La vie dissolue de l’UMP

Je suis sourd, mais pas muet…

« Vous, adhérents, je veux que vous soyez maîtres de votre destin. Les grandes décisions politiques du mouvement nous les prendrons ensemble. Pour cela je ne connais qu’une seule formule : celle du vote démocratique, ouvert à tous. Ceux qui ont des choses à dire les diront. Une fois le vote acquis celui-ci s’imposera à tous et chacun aura à cœur de respecter la ligne commune.

… Je veux que chaque adhérent ait un rôle à jouer, que son avis soit sollicité, que par-dessus tout il se sente respecté. »

Le 28 novembre 2004, devant 40.000 adhérents, le nouveau président de l’UMP s’est ainsi engagé à établir en son sein la plus élémentaire des démocraties, pouvant aller jusqu’au référendum interne sur les sujets les plus importants.
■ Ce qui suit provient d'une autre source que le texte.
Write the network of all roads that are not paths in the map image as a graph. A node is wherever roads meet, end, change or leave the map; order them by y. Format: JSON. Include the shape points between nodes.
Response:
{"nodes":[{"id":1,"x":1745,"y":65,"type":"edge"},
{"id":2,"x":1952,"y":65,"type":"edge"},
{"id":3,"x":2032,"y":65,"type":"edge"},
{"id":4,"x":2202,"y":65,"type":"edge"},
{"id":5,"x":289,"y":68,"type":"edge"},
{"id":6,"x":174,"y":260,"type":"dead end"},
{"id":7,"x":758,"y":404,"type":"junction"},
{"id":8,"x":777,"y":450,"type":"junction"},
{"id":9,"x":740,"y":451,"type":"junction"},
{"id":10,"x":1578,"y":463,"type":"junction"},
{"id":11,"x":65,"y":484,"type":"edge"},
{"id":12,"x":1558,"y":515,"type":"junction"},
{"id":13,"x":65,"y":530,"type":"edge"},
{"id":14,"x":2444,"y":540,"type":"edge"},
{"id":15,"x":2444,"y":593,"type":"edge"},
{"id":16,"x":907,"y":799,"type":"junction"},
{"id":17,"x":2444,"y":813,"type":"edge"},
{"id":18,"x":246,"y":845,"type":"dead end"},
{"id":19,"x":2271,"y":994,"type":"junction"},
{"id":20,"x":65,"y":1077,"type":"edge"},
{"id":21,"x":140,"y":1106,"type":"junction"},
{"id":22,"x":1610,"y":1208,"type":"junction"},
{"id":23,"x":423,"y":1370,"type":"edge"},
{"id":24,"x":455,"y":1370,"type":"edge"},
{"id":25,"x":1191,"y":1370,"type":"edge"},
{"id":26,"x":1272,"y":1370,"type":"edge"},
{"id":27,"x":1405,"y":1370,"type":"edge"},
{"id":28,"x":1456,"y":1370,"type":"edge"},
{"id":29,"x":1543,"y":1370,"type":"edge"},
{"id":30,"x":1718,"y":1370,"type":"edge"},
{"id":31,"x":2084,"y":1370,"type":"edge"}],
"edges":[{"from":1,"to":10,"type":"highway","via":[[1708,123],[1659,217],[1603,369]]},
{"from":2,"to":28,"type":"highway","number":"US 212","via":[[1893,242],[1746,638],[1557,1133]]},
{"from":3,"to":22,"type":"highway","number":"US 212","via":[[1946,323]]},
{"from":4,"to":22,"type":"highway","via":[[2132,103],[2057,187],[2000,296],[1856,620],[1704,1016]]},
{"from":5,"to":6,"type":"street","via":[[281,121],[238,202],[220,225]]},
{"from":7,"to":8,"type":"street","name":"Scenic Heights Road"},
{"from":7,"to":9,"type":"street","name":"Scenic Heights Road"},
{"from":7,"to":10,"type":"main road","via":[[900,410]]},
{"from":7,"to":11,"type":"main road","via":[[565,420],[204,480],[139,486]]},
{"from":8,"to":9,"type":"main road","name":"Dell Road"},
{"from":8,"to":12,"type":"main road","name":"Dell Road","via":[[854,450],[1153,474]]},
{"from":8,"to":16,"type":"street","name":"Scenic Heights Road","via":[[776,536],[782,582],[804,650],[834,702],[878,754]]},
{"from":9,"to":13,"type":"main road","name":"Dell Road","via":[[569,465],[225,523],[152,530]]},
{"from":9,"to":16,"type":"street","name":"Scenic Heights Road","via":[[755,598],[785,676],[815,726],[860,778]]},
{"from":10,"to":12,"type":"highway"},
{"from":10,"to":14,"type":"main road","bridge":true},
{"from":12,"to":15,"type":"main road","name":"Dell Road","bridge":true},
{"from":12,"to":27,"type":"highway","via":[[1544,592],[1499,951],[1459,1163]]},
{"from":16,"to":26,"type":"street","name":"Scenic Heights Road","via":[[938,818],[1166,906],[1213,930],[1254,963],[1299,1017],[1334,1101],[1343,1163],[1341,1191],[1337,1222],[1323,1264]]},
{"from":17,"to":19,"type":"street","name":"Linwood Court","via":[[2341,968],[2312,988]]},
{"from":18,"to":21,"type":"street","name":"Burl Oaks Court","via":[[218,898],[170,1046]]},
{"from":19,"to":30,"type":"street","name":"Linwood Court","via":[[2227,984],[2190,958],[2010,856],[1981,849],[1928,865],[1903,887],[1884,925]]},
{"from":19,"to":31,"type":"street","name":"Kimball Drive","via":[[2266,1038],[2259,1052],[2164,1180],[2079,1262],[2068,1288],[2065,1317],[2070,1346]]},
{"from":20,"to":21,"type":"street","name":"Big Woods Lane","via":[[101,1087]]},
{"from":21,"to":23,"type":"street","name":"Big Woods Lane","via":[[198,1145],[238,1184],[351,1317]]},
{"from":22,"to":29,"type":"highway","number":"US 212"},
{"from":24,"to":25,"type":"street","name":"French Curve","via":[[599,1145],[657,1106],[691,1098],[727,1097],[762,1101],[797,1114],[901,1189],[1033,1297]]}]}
Cet engagement a été particulièrement apprécié par les congressistes.

Le projet de constitution européenne et les négociations relatives à l’adhésion de la Turquie à l’Union Européenne revêtent une importance primordiale pour l’avenir de la France. Pourquoi alors refuser aux adhérents de l’UMP le droit de débattre et de choisir librement quelle Europe ils souhaitent et avec qui ils entendent la construire ? Le débat tant espéré par tous n’aura pas lieu au sein de l’UMP. Le choix entre deux conceptions de l’Europe ne fera l’objet d’aucune discussion. L’option qui reste est celle de dire OUI ou NON au projet fédéral ; les défenseurs de l’Europe confédérale, celle du général de Gaulle, n’ont aucun droit.

Le constat est amer. Une fois de plus, malgré des promesses solennelles, l’UMP écarte les militants du débat et du choix démocratique. Une messe aura bien lieu le 6 mars, mais elle ne sera que la rediffusion de celle du 9 mai 2004.

Est-ce à dire que la « désignation » du futur candidat à l’Elysée en 2007 est plus importante que la perte de la souveraineté de la France ? IL semble que oui. Les débats sont nombreux : la jet set politique reprend du service sans se rendre compte que les Français s’en amusent et que les militants s’en offusquent. A trente mois des échéances, chacun peut constater que l’instauration du quinquennat a été et restera une blessure profonde à notre constitution. Rappelons néanmoins que, conformément aux fondamentaux de la Ve république, l’élection présidentielle doit rester un moment privilégié de la vie politique et démocratique de la France : la rencontre d’une conscience (celle du candidat) et d’une confiance (celle du peuple).

Mais revenons à l’Europe pour évoquer en quelques mots l’ « affaire Balladur » qu’on peut résumer ainsi : le Parlement français doit-il donner son avis sur les grandes orientations de l’Europe ? Est-ce mettre en péril les équilibres de nos institutions et en cause les prérogatives du Président de la République que de connaître les avis et motivations de la représentation nationale ? 75% des lois discutées et votées par nos parlementaires nationaux sont liées étroitement aux décisions de Bruxelles. Dans ces conditions, n’est-il pas mesquin d’identifier les affaires européennes comme partie intégrante des affaires étrangères ? La vie politique hexagonale est si étroitement liée à l’Europe qu’il devient naturel que le Parlement débatte de ce qui se trame dans les allées du pouvoir européen de plus en plus envahissant.

Face à cette vie dissolue de l’UMP, les gaullistes de conviction se posent la question qui brûle sur toutes les lèvres. Un gaulliste a-t-il encore sa place à l’UMP ? Je le reconnais ; chaque matin, en me rasant, je doute, j’ai envie de claquer la porte mais je résiste, je me console car je ne suis pas le seul. Dans le sillage de Nicolas Dupont-Aignan, je m’accroche, je survis, j’espère … Mais il y a une limite que le Président et la Direction de l’UMP ne doivent pas franchir : demander aux gaullistes de renoncer à leur engagement de toujours pour l’indépendance de la France.